A multilaboratory investigation has identified a new low‐incidence antigen ‘VLAN’ on the red cells of a blood donor. The VLAN antigen is destroyed by 2‐aminoethylisothiouronium bromide treatment of the donors red cells suggesting an association with the Kell system. Monoclonal antibody‐specific immobilization of erythrocyte antigen analysis with anti‐VLAN and with several mouse monoclonal antibodies directed at epitopes on the Kell glycoprotein gave positive results, indicating that the VLAN antigen is located on the Kell glycoprotein. The VLAN red blood cells have the common Kell phenotype: KEL:–1,2,–3,4,5,–6,7,–10,11,12,13,14,–17,18,19,–21,22,–23,–24. Additional serologic data indicate that the VLAN antigen is not part of any other ISBT blood group system, collection or series.
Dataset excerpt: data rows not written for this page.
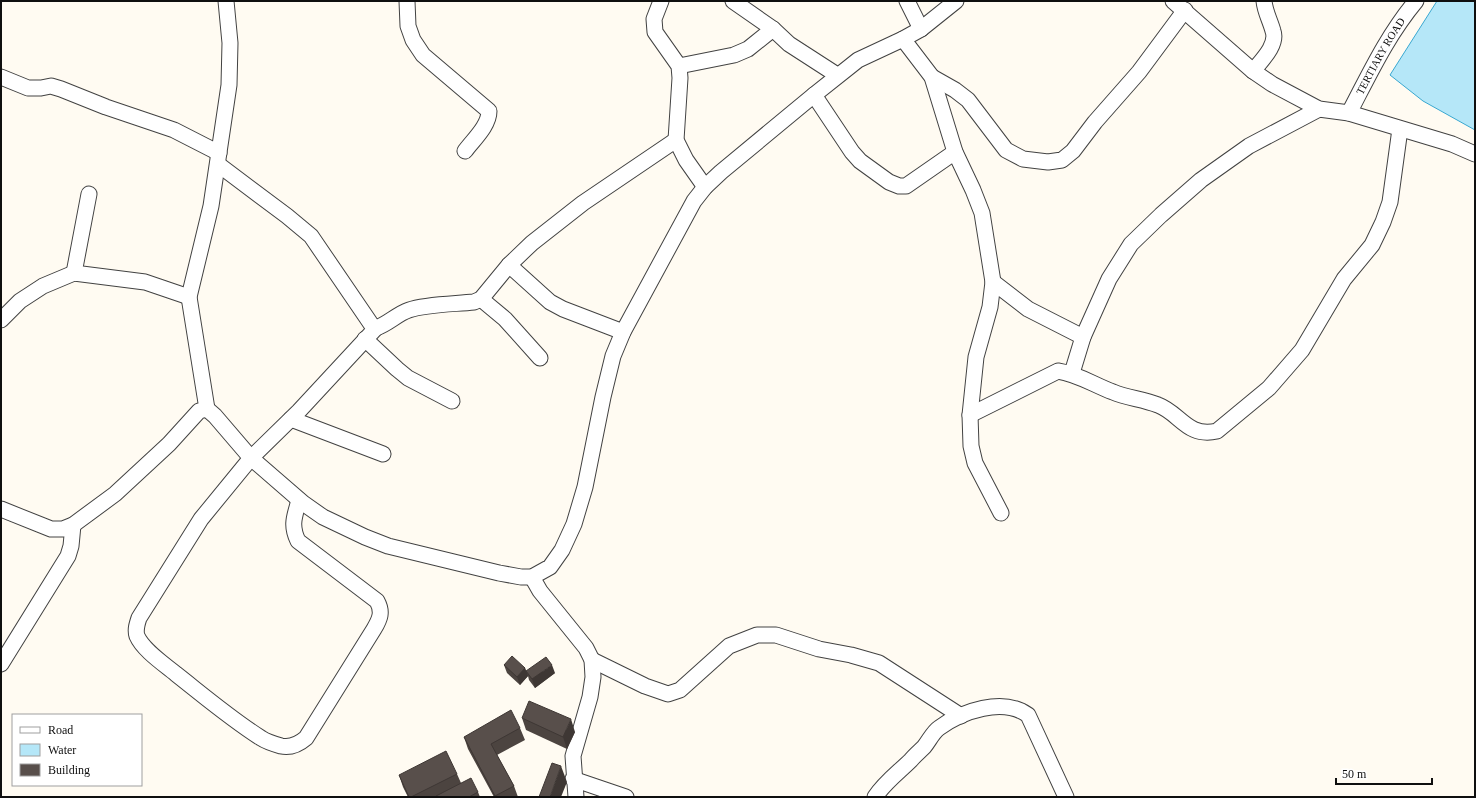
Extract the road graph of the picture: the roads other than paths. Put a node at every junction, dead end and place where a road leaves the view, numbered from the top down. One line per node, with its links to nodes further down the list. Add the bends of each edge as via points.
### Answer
1 (226, 1): 27 (street, via 230,43 229,85)
2 (407, 1): 24 (street, via 408,26 423,55 489,111 486,123)
3 (661, 1): 14 (street, via 654,19 655,32)
4 (733, 1): 11 (street)
5 (907, 1): 12 (street)
6 (956, 1): 12 (street)
7 (1173, 1): 10 (street)
8 (1264, 1): 15 (street, via 1274,38)
9 (1416, 1): 21 (street, TERTIARY ROAD, via 1384,44)
10 (1185, 10): 15 (street); 18 (street, via 1139,72 1095,122 1073,152 1062,160 1023,160 1006,150 968,100)
11 (772, 29): 14 (street, via 748,49 734,55); 16 (street, via 789,44)
12 (921, 29): 13 (street)
13 (903, 39): 16 (street, via 858,60); 18 (street)
14 (679, 66): 23 (street)
15 (1253, 71): 20 (street)
16 (837, 76): 19 (street)
17 (1, 77): 27 (street, via 28,88 51,86 61,89 174,130)
18 (932, 77): 25 (street)
19 (814, 94): 25 (street, via 852,152 889,182 906,186); 28 (street)
20 (1319, 109): 21 (street); 38 (street, via 1249,146 1201,180 1148,227 1131,244 1109,280)
21 (1348, 113): 22 (street)
22 (1400, 129): 26 (street, via 1452,144); 41 (street, via 1390,202 1372,245 1344,279 1302,350 1270,388 1217,431 1200,432 1159,405 1115,393)
23 (676, 140): 28 (street); 30 (street, via 583,203 532,243)
24 (465, 151)
25 (954, 152): 32 (street, via 982,213)
26 (1475, 154)
27 (219, 159): 33 (street, via 211,206); 36 (street, via 310,236)
28 (705, 187): 37 (street, via 694,201)
29 (89, 194): 31 (street)
30 (509, 265): 34 (street); 37 (street, via 550,302)
31 (74, 273): 33 (street, via 145,282); 35 (street, via 43,286 20,301)
32 (993, 282): 38 (street, via 1028,309); 44 (street, via 990,307 976,357)
33 (189, 297): 43 (street)
34 (481, 299): 36 (street, via 474,302 417,307); 40 (street, via 505,319)
35 (1, 320)
36 (376, 328): 39 (street)
37 (623, 332): 52 (street, via 613,356 585,487 574,524 562,550 550,567)
38 (1083, 337): 41 (street)
39 (365, 339): 42 (street, via 408,378); 45 (street)
40 (540, 358)
41 (1072, 373): 44 (street, via 1058,371)
42 (452, 401)
43 (207, 409): 47 (street); 51 (street, via 199,411 169,444 115,494)
44 (970, 415): 50 (street, via 971,446 975,463)
45 (291, 419): 46 (street); 47 (street)
46 (383, 454)
47 (251, 458): 48 (street); 48 (street, via 201,519 139,618 136,627 137,635 154,656 218,708 262,738 283,746 297,744 306,738 374,629 381,609 377,601 298,541 293,524)
48 (299, 500): 52 (street, via 323,517 388,546 499,573)
49 (1, 509): 51 (street, via 50,529 63,529)
50 (1001, 513)
51 (73, 525): 54 (street, via 68,556)
52 (532, 577): 53 (street, via 586,648)
53 (592, 660): 55 (street, via 645,686 668,694 680,690 729,646 756,634 776,635 819,649 879,663); 56 (street, via 590,697 573,756)
54 (1, 664)
55 (961, 716): 59 (street, via 938,728 923,748); 60 (street, via 977,709 1000,707 1021,710 1028,715)
56 (573, 779): 57 (street); 58 (street)
57 (576, 797)
58 (626, 797)
59 (875, 797)
60 (1066, 797)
A family study showed that the VLAN antigen is inherited since the red cells of two sisters and one niece of the propositus are also VLAN+. The ISBT Working Party on Terminology for Red Cell Surface Antigens has assigned VLAN to the Kell blood group system as KEL25 (number for computer listings 006025).
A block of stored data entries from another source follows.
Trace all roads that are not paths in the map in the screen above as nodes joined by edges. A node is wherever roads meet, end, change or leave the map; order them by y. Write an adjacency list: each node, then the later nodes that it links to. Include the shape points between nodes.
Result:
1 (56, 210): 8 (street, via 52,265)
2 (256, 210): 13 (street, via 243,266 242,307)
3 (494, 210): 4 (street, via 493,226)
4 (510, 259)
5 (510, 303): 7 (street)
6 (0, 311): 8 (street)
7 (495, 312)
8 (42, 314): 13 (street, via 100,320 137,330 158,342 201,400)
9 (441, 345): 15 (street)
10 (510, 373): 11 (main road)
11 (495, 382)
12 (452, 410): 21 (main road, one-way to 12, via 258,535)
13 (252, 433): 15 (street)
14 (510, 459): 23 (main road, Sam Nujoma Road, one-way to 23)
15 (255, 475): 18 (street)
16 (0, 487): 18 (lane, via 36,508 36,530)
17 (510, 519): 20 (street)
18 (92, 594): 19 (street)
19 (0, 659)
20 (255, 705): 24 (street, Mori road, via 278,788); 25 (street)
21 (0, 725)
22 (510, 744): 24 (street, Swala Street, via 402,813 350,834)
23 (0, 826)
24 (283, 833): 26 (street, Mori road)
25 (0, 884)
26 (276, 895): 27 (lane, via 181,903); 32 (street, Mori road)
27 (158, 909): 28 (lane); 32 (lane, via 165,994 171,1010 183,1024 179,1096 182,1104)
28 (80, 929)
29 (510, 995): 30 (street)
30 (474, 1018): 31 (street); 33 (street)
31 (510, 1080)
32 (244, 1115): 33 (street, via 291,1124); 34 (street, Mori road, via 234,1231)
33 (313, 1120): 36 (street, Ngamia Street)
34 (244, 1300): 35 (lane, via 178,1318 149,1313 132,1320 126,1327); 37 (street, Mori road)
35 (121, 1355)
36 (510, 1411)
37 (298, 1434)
First Example of Hemolytic Disease of the Newborn Caused by Anti-Or and Confirmation of the Molecular Basis of Or

Background and Objectives: The rare MNS antigen Or (MNS31) is sensitive to ficin, papain and sialidase, but partially resistant to trypsin (0.05%); the effect of α-chymotrypsin is not known. A point mutation, 204C → T in exon 3 of GYPA, is associated with the Or+ phenotype. We report here the first case of hemolytic disease of the newborn (HDN) caused by anti-Or, and expand the information on the nature of the Or determinant. Materials and Methods: A woman, gravida 4, para 0, delivered a baby whose red blood cells (RBCs) were positive (2+) on the direct antiglobulin test (DAT). The mother’s serum, an eluate made from the baby’s RBCs and the RBCs of the baby’s father were investigated. Exon 3 of GYPA, extracted from the father’s genomic DNA, was amplified and sequenced. Results: The mother’s serum reacted at room temperature, 37°C and on the indirect antiglobulin test with RBCs from the baby’s father. The father’s RBCs were M+N+S–s+Or+. The antibody in the mother’s serum and in the baby’s eluate was identified as anti-Or. The serum did not react with the father’s RBCs treated with trypsin (180,000 U/ml), but did react with his α-chymotrypsin-treated RBCs. Amplification and sequencing of DNA from the father revealed a single point mutation, 204C → T, in GYPA exon 3. At birth, the baby had clinical symptoms of HDN and was transfused with 36 ml of packed RBCs and received phototherapy for eight days. At week 11, the baby’s M+N+S+s+Or+ RBCs were negative on the DAT. Conclusion: This is the first case of HDN caused by anti-Or. The observed point mutation, 204C → T, confirms that of a previous report and predicts a change of Arg (Or–) to Trp (Or+) at amino acid 31.